Would you restate the listing word for word, with the images omitted?

__The records__.
====================
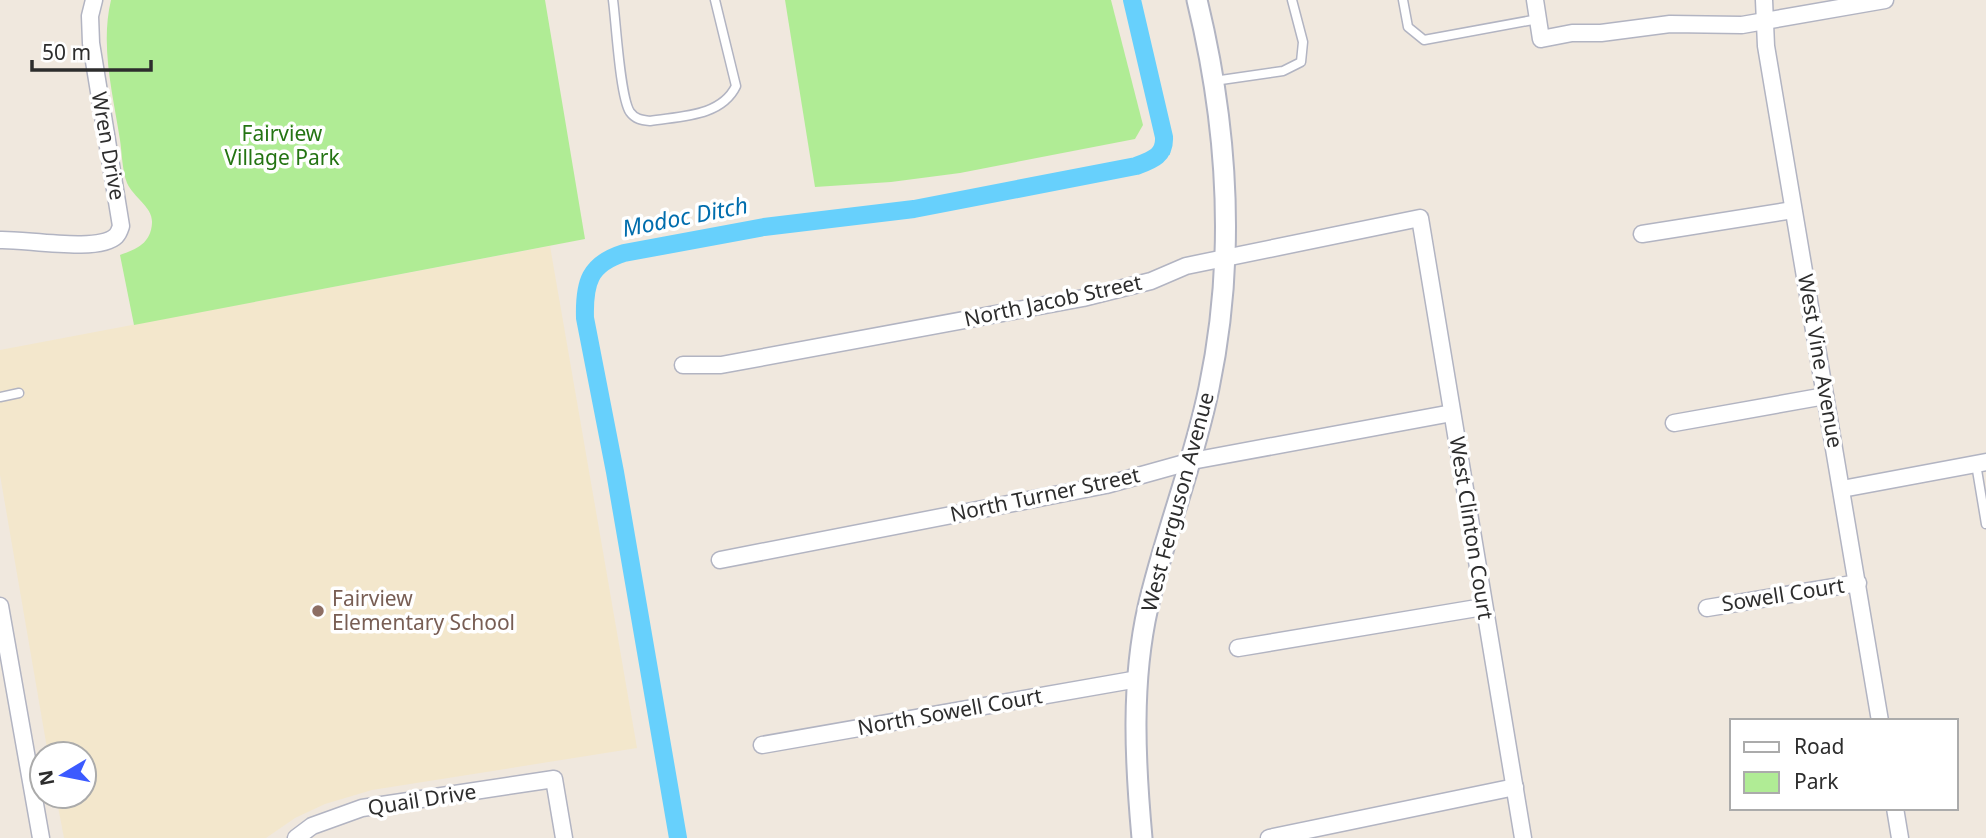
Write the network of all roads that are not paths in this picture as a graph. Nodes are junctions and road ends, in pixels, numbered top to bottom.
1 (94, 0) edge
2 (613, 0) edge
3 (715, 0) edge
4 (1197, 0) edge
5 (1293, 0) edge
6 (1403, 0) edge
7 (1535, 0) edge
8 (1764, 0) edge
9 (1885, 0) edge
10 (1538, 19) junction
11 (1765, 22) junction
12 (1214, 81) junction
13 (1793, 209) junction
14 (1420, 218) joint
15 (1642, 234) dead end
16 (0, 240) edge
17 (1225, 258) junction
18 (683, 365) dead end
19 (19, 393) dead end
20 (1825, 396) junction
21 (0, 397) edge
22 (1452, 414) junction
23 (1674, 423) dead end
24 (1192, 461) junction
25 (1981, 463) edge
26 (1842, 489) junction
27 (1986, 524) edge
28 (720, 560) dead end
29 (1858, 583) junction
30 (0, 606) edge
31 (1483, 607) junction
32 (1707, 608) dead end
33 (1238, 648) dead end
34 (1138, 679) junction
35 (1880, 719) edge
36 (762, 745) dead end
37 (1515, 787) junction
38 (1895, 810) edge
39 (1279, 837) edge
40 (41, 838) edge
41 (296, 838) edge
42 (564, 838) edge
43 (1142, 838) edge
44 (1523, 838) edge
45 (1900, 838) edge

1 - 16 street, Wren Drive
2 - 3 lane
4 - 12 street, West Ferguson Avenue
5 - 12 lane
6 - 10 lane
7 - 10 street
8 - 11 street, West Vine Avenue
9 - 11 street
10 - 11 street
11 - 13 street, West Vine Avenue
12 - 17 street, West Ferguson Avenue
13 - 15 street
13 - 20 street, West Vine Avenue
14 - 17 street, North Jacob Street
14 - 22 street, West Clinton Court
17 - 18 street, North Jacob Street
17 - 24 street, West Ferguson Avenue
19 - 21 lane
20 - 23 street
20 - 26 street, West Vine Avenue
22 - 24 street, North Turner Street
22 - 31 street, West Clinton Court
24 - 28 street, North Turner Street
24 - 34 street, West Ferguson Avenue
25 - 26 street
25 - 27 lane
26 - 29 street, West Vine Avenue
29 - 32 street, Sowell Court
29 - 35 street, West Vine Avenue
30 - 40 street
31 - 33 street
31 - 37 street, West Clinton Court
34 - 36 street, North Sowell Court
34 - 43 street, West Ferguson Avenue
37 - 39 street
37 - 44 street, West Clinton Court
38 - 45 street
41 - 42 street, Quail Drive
====================
__Result for this task__.
Write the network of all roads that are not paths in this picture as a graph. Nodes are junctions and road ends, in pixels, numbered top to bottom.
1 (94, 0) edge
2 (613, 0) edge
3 (715, 0) edge
4 (1197, 0) edge
5 (1293, 0) edge
6 (1403, 0) edge
7 (1535, 0) edge
8 (1764, 0) edge
9 (1885, 0) edge
10 (1538, 19) junction
11 (1765, 22) junction
12 (1214, 81) junction
13 (1793, 209) junction
14 (1420, 218) joint
15 (1642, 234) dead end
16 (0, 240) edge
17 (1225, 258) junction
18 (683, 365) dead end
19 (19, 393) dead end
20 (1825, 396) junction
21 (0, 397) edge
22 (1452, 414) junction
23 (1674, 423) dead end
24 (1192, 461) junction
25 (1981, 463) edge
26 (1842, 489) junction
27 (1986, 524) edge
28 (720, 560) dead end
29 (1858, 583) junction
30 (0, 606) edge
31 (1483, 607) junction
32 (1707, 608) dead end
33 (1238, 648) dead end
34 (1138, 679) junction
35 (1880, 719) edge
36 (762, 745) dead end
37 (1515, 787) junction
38 (1895, 810) edge
39 (1279, 837) edge
40 (41, 838) edge
41 (296, 838) edge
42 (564, 838) edge
43 (1142, 838) edge
44 (1523, 838) edge
45 (1900, 838) edge

1 - 16 street, Wren Drive
2 - 3 lane
4 - 12 street, West Ferguson Avenue
5 - 12 lane
6 - 10 lane
7 - 10 street
8 - 11 street, West Vine Avenue
9 - 11 street
10 - 11 street
11 - 13 street, West Vine Avenue
12 - 17 street, West Ferguson Avenue
13 - 15 street
13 - 20 street, West Vine Avenue
14 - 17 street, North Jacob Street
14 - 22 street, West Clinton Court
17 - 18 street, North Jacob Street
17 - 24 street, West Ferguson Avenue
19 - 21 lane
20 - 23 street
20 - 26 street, West Vine Avenue
22 - 24 street, North Turner Street
22 - 31 street, West Clinton Court
24 - 28 street, North Turner Street
24 - 34 street, West Ferguson Avenue
25 - 26 street
25 - 27 lane
26 - 29 street, West Vine Avenue
29 - 32 street, Sowell Court
29 - 35 street, West Vine Avenue
30 - 40 street
31 - 33 street
31 - 37 street, West Clinton Court
34 - 36 street, North Sowell Court
34 - 43 street, West Ferguson Avenue
37 - 39 street
37 - 44 street, West Clinton Court
38 - 45 street
41 - 42 street, Quail Drive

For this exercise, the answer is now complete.